┌────────
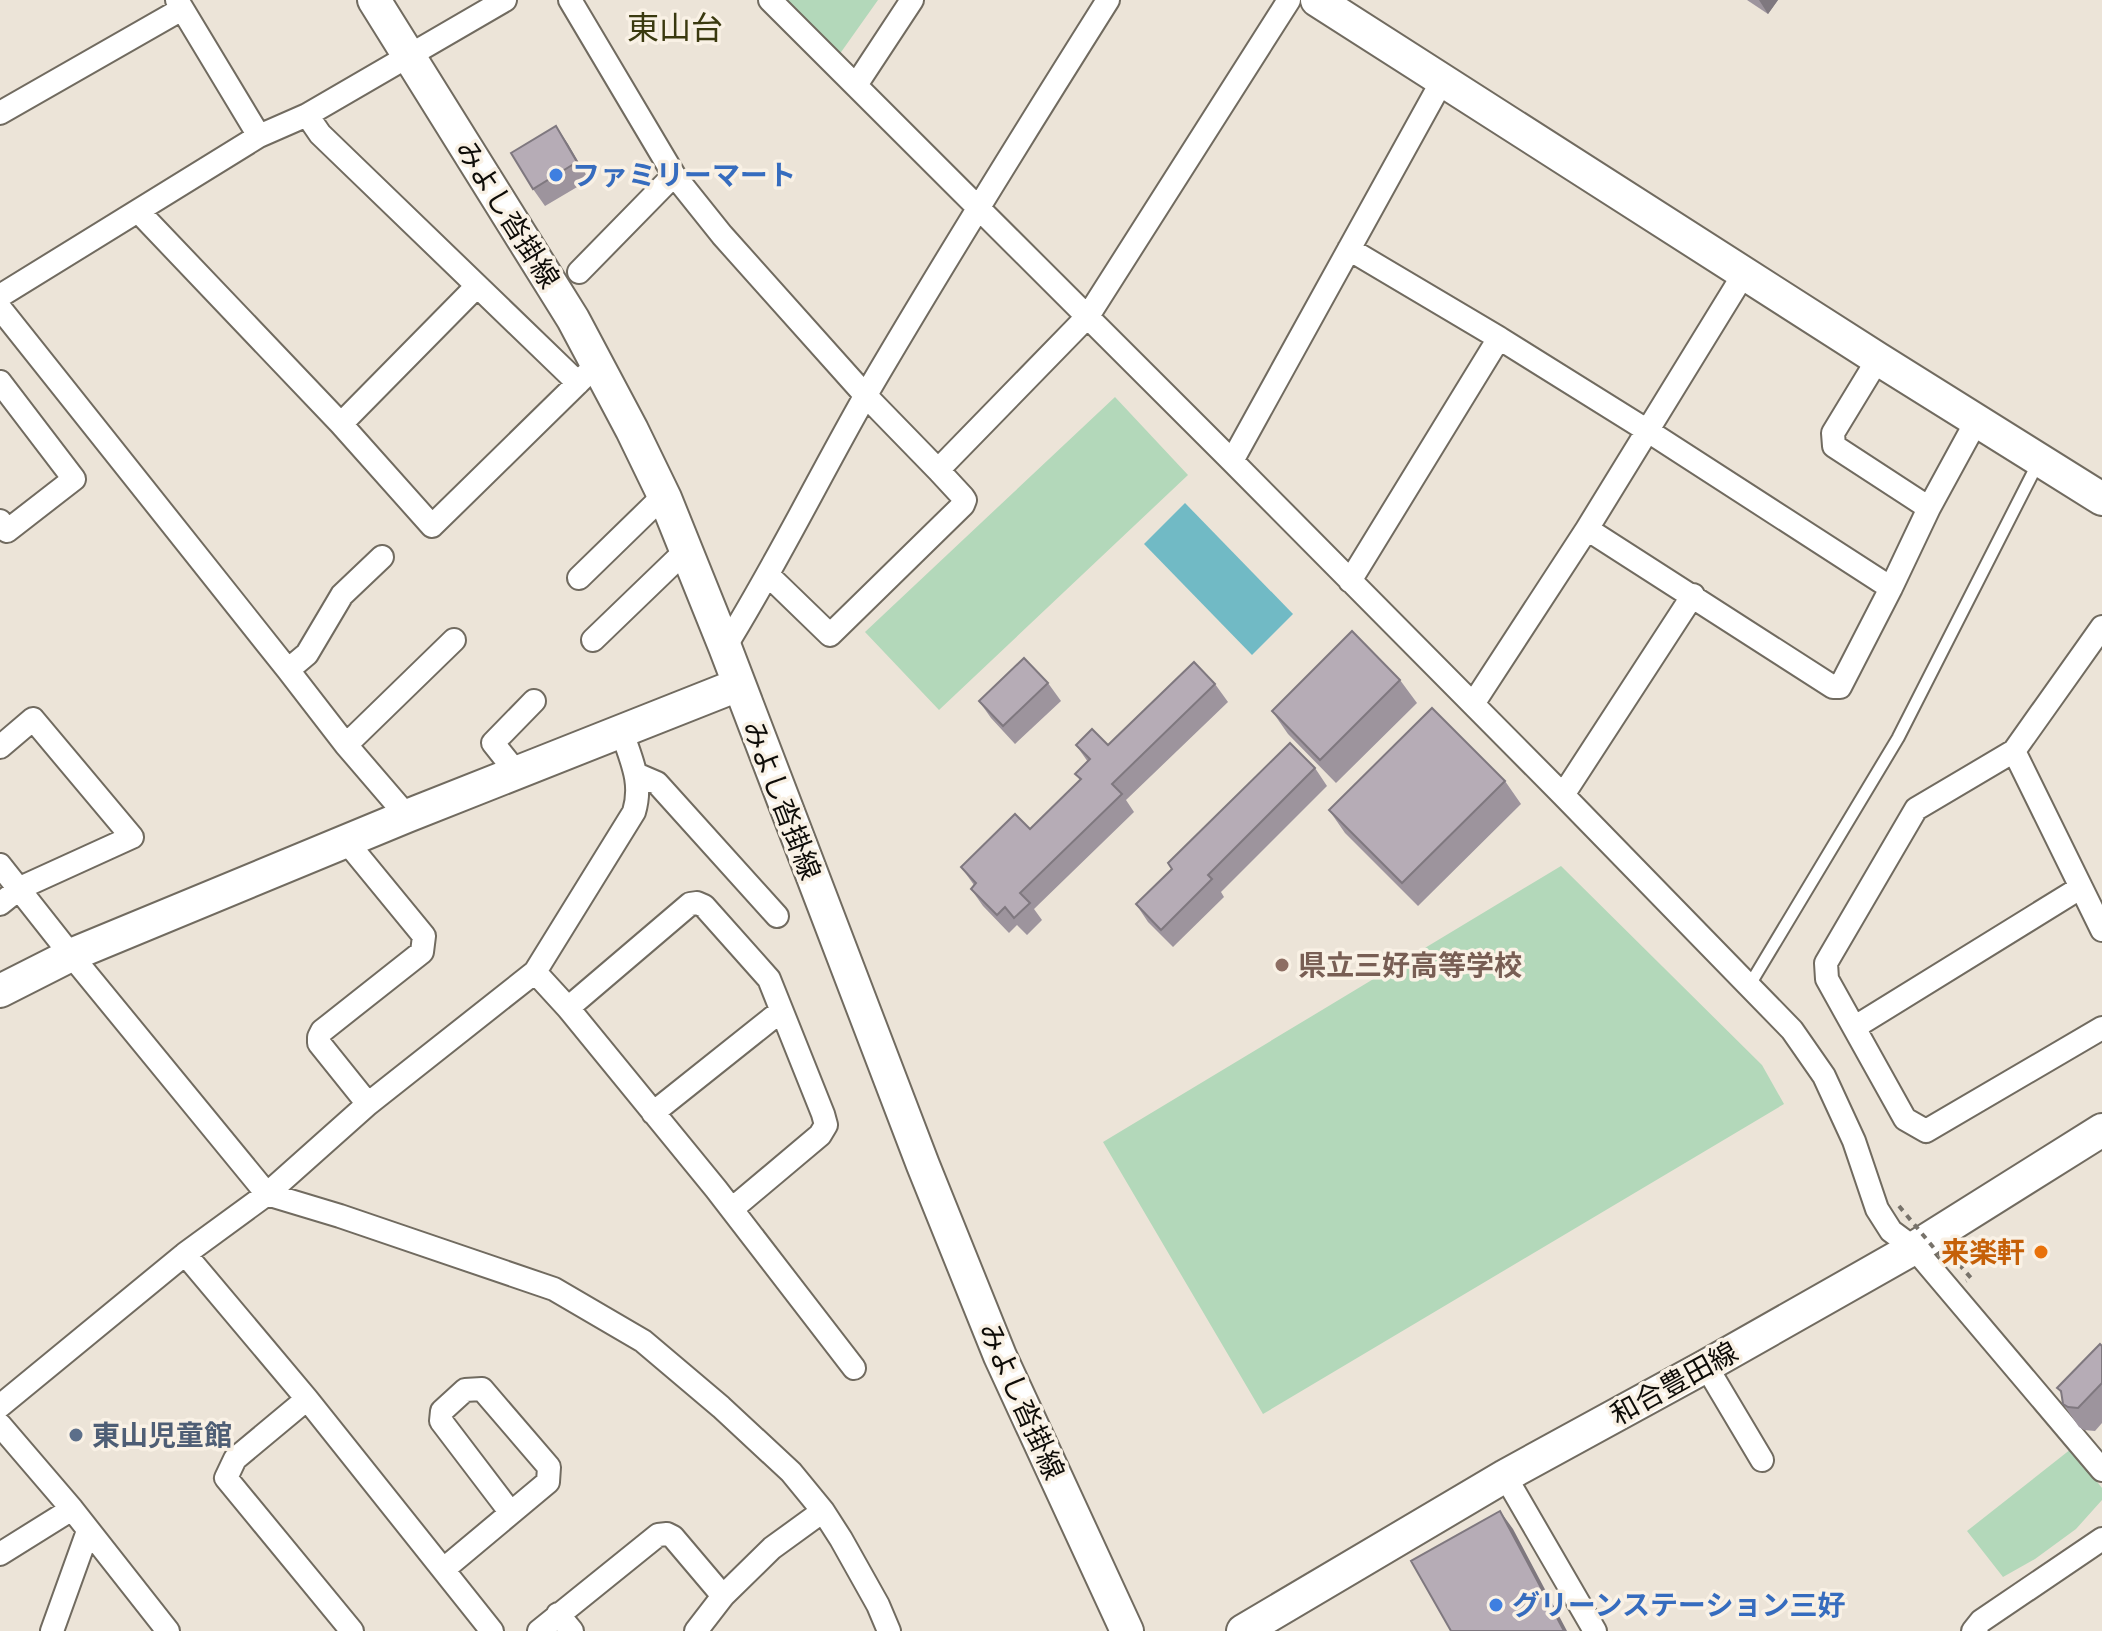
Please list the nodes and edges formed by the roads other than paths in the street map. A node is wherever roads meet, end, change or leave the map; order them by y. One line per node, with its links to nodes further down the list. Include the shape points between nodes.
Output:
1 (374, 0): 10 (main road, みよし沓掛線)
2 (505, 0): 10 (street)
3 (570, 0): 16 (street)
4 (770, 0): 12 (street)
5 (912, 0): 12 (street)
6 (1108, 0): 17 (street)
7 (1289, 0): 25 (street)
8 (1317, 0): 11 (main road)
9 (179, 4): 13 (street); 15 (street)
10 (409, 55): 14 (street); 28 (main road, みよし沓掛線, via 526,242)
11 (1442, 81): 19 (street); 21 (main road)
12 (856, 85): 17 (street)
13 (0, 113)
14 (307, 115): 15 (street); 22 (street, via 320,134)
15 (259, 136): 18 (street)
16 (674, 175): 20 (street); 30 (street)
17 (978, 206): 25 (street); 30 (street)
18 (139, 212): 23 (street); 32 (street)
19 (1349, 249): 26 (street); 35 (street)
20 (579, 272)
21 (1745, 272): 27 (main road); 33 (street)
22 (477, 286): 28 (street); 32 (street)
23 (0, 296)
24 (0, 308): 53 (street)
25 (1088, 316): 35 (street); 36 (street)
26 (1499, 338): 33 (street); 46 (street)
27 (1878, 359): 31 (main road); 39 (street, via 1833,433 1834,446)
28 (589, 375): 32 (street, via 432,526); 37 (main road, みよし沓掛線)
29 (0, 382): 40 (street, via 74,479 7,531)
30 (866, 396): 36 (street); 44 (street)
31 (1977, 420): 34 (main road); 39 (street)
32 (341, 424)
33 (1648, 431): 41 (street); 47 (street)
34 (2039, 460): 38 (main road); 74 (lane, via 1898,738)
35 (1232, 461): 46 (street)
36 (938, 470): 44 (street, via 963,497 963,505 830,635)
37 (665, 498): 43 (main road, みよし沓掛線); 45 (street)
38 (2102, 499)
39 (1929, 508): 47 (street)
40 (0, 521)
41 (1587, 529): 48 (street); 56 (street)
42 (382, 557): 53 (street, via 342,595 307,654)
43 (688, 557): 51 (street, via 676,560); 52 (main road, みよし沓掛線)
44 (768, 575): 52 (street)
45 (579, 578)
46 (1350, 581): 56 (street)
47 (1891, 588): 48 (street, via 1840,687)
48 (1693, 595): 63 (street)
49 (2102, 627): 60 (street)
50 (454, 640): 58 (street)
51 (593, 640)
52 (725, 647): 54 (main road, みよし沓掛線)
53 (288, 670): 58 (street)
54 (738, 685): 57 (main road); 111 (main road, みよし沓掛線, via 1000,1356)
55 (534, 701): 61 (street, via 493,743)
56 (1473, 704): 63 (street)
57 (622, 732): 61 (main road); 62 (street)
58 (346, 745): 64 (street)
59 (0, 747): 67 (street, via 33,719 132,837)
60 (2014, 751): 68 (street); 78 (street, via 1916,809 1826,963 1827,979)
61 (517, 773): 64 (main road)
62 (636, 774): 70 (street, via 657,783); 73 (street, via 634,812)
63 (1563, 795): 74 (street)
64 (407, 816): 65 (main road)
65 (346, 841): 72 (main road); 80 (street, via 424,936 422,952 319,1037)
66 (0, 865): 67 (street)
67 (20, 888): 69 (street); 72 (street)
68 (2080, 888): 71 (street); 78 (street)
69 (0, 904)
70 (777, 916)
71 (2102, 930)
72 (71, 955): 75 (main road); 83 (street)
73 (535, 972): 76 (street); 80 (street)
74 (1749, 986): 86 (street, via 1792,1030 1824,1076 1877,1209 1891,1231)
75 (0, 991)
76 (568, 1008): 77 (street, via 697,903 769,979); 81 (street)
77 (781, 1011): 81 (street); 84 (street, via 826,1125)
78 (1855, 1027): 79 (street, via 1905,1119 1926,1131)
79 (2102, 1028)
80 (368, 1104): 83 (street)
81 (653, 1113): 84 (street)
82 (2102, 1130): 86 (main road, 和合豊田線)
83 (267, 1194): 85 (street); 96 (street, via 554,1289 643,1341 791,1472)
84 (732, 1209): 88 (street)
85 (185, 1254): 89 (street); 90 (street)
86 (1928, 1254): 87 (main road, 和合豊田線); 93 (street)
87 (1706, 1366): 92 (street); 94 (main road, 和合豊田線)
88 (854, 1368)
89 (307, 1399): 101 (street); 106 (street, via 235,1459 226,1478)
90 (0, 1406)
91 (0, 1425): 95 (street)
92 (1762, 1460)
93 (2102, 1470)
94 (1505, 1476): 112 (main road, 和合豊田線); 113 (street)
95 (72, 1509): 98 (street); 100 (street)
96 (823, 1511): 102 (street, via 772,1548); 110 (street)
97 (511, 1513): 97 (street, via 548,1482 549,1467 482,1389 465,1390 442,1411 441,1421); 101 (street)
98 (88, 1531): 104 (street); 105 (street)
99 (2102, 1539): 114 (street)
100 (0, 1554)
101 (444, 1569): 107 (street)
102 (723, 1596): 103 (street, via 673,1537 658,1535); 109 (street)
103 (565, 1623): 108 (street)
104 (52, 1631)
105 (168, 1631)
106 (352, 1631)
107 (492, 1631)
108 (539, 1631)
109 (696, 1631)
110 (889, 1631)
111 (1127, 1631)
112 (1243, 1631)
113 (1595, 1631)
114 (1973, 1631)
└────────
Set the listing down again exactly, skipping each picture.

### Task output
Please list the nodes and edges formed by the roads other than paths in the street map. A node is wherever roads meet, end, change or leave the map; order them by y. One line per node, with its links to nodes further down the list. Include the shape points between nodes.
Output:
1 (374, 0): 10 (main road, みよし沓掛線)
2 (505, 0): 10 (street)
3 (570, 0): 16 (street)
4 (770, 0): 12 (street)
5 (912, 0): 12 (street)
6 (1108, 0): 17 (street)
7 (1289, 0): 25 (street)
8 (1317, 0): 11 (main road)
9 (179, 4): 13 (street); 15 (street)
10 (409, 55): 14 (street); 28 (main road, みよし沓掛線, via 526,242)
11 (1442, 81): 19 (street); 21 (main road)
12 (856, 85): 17 (street)
13 (0, 113)
14 (307, 115): 15 (street); 22 (street, via 320,134)
15 (259, 136): 18 (street)
16 (674, 175): 20 (street); 30 (street)
17 (978, 206): 25 (street); 30 (street)
18 (139, 212): 23 (street); 32 (street)
19 (1349, 249): 26 (street); 35 (street)
20 (579, 272)
21 (1745, 272): 27 (main road); 33 (street)
22 (477, 286): 28 (street); 32 (street)
23 (0, 296)
24 (0, 308): 53 (street)
25 (1088, 316): 35 (street); 36 (street)
26 (1499, 338): 33 (street); 46 (street)
27 (1878, 359): 31 (main road); 39 (street, via 1833,433 1834,446)
28 (589, 375): 32 (street, via 432,526); 37 (main road, みよし沓掛線)
29 (0, 382): 40 (street, via 74,479 7,531)
30 (866, 396): 36 (street); 44 (street)
31 (1977, 420): 34 (main road); 39 (street)
32 (341, 424)
33 (1648, 431): 41 (street); 47 (street)
34 (2039, 460): 38 (main road); 74 (lane, via 1898,738)
35 (1232, 461): 46 (street)
36 (938, 470): 44 (street, via 963,497 963,505 830,635)
37 (665, 498): 43 (main road, みよし沓掛線); 45 (street)
38 (2102, 499)
39 (1929, 508): 47 (street)
40 (0, 521)
41 (1587, 529): 48 (street); 56 (street)
42 (382, 557): 53 (street, via 342,595 307,654)
43 (688, 557): 51 (street, via 676,560); 52 (main road, みよし沓掛線)
44 (768, 575): 52 (street)
45 (579, 578)
46 (1350, 581): 56 (street)
47 (1891, 588): 48 (street, via 1840,687)
48 (1693, 595): 63 (street)
49 (2102, 627): 60 (street)
50 (454, 640): 58 (street)
51 (593, 640)
52 (725, 647): 54 (main road, みよし沓掛線)
53 (288, 670): 58 (street)
54 (738, 685): 57 (main road); 111 (main road, みよし沓掛線, via 1000,1356)
55 (534, 701): 61 (street, via 493,743)
56 (1473, 704): 63 (street)
57 (622, 732): 61 (main road); 62 (street)
58 (346, 745): 64 (street)
59 (0, 747): 67 (street, via 33,719 132,837)
60 (2014, 751): 68 (street); 78 (street, via 1916,809 1826,963 1827,979)
61 (517, 773): 64 (main road)
62 (636, 774): 70 (street, via 657,783); 73 (street, via 634,812)
63 (1563, 795): 74 (street)
64 (407, 816): 65 (main road)
65 (346, 841): 72 (main road); 80 (street, via 424,936 422,952 319,1037)
66 (0, 865): 67 (street)
67 (20, 888): 69 (street); 72 (street)
68 (2080, 888): 71 (street); 78 (street)
69 (0, 904)
70 (777, 916)
71 (2102, 930)
72 (71, 955): 75 (main road); 83 (street)
73 (535, 972): 76 (street); 80 (street)
74 (1749, 986): 86 (street, via 1792,1030 1824,1076 1877,1209 1891,1231)
75 (0, 991)
76 (568, 1008): 77 (street, via 697,903 769,979); 81 (street)
77 (781, 1011): 81 (street); 84 (street, via 826,1125)
78 (1855, 1027): 79 (street, via 1905,1119 1926,1131)
79 (2102, 1028)
80 (368, 1104): 83 (street)
81 (653, 1113): 84 (street)
82 (2102, 1130): 86 (main road, 和合豊田線)
83 (267, 1194): 85 (street); 96 (street, via 554,1289 643,1341 791,1472)
84 (732, 1209): 88 (street)
85 (185, 1254): 89 (street); 90 (street)
86 (1928, 1254): 87 (main road, 和合豊田線); 93 (street)
87 (1706, 1366): 92 (street); 94 (main road, 和合豊田線)
88 (854, 1368)
89 (307, 1399): 101 (street); 106 (street, via 235,1459 226,1478)
90 (0, 1406)
91 (0, 1425): 95 (street)
92 (1762, 1460)
93 (2102, 1470)
94 (1505, 1476): 112 (main road, 和合豊田線); 113 (street)
95 (72, 1509): 98 (street); 100 (street)
96 (823, 1511): 102 (street, via 772,1548); 110 (street)
97 (511, 1513): 97 (street, via 548,1482 549,1467 482,1389 465,1390 442,1411 441,1421); 101 (street)
98 (88, 1531): 104 (street); 105 (street)
99 (2102, 1539): 114 (street)
100 (0, 1554)
101 (444, 1569): 107 (street)
102 (723, 1596): 103 (street, via 673,1537 658,1535); 109 (street)
103 (565, 1623): 108 (street)
104 (52, 1631)
105 (168, 1631)
106 (352, 1631)
107 (492, 1631)
108 (539, 1631)
109 (696, 1631)
110 (889, 1631)
111 (1127, 1631)
112 (1243, 1631)
113 (1595, 1631)
114 (1973, 1631)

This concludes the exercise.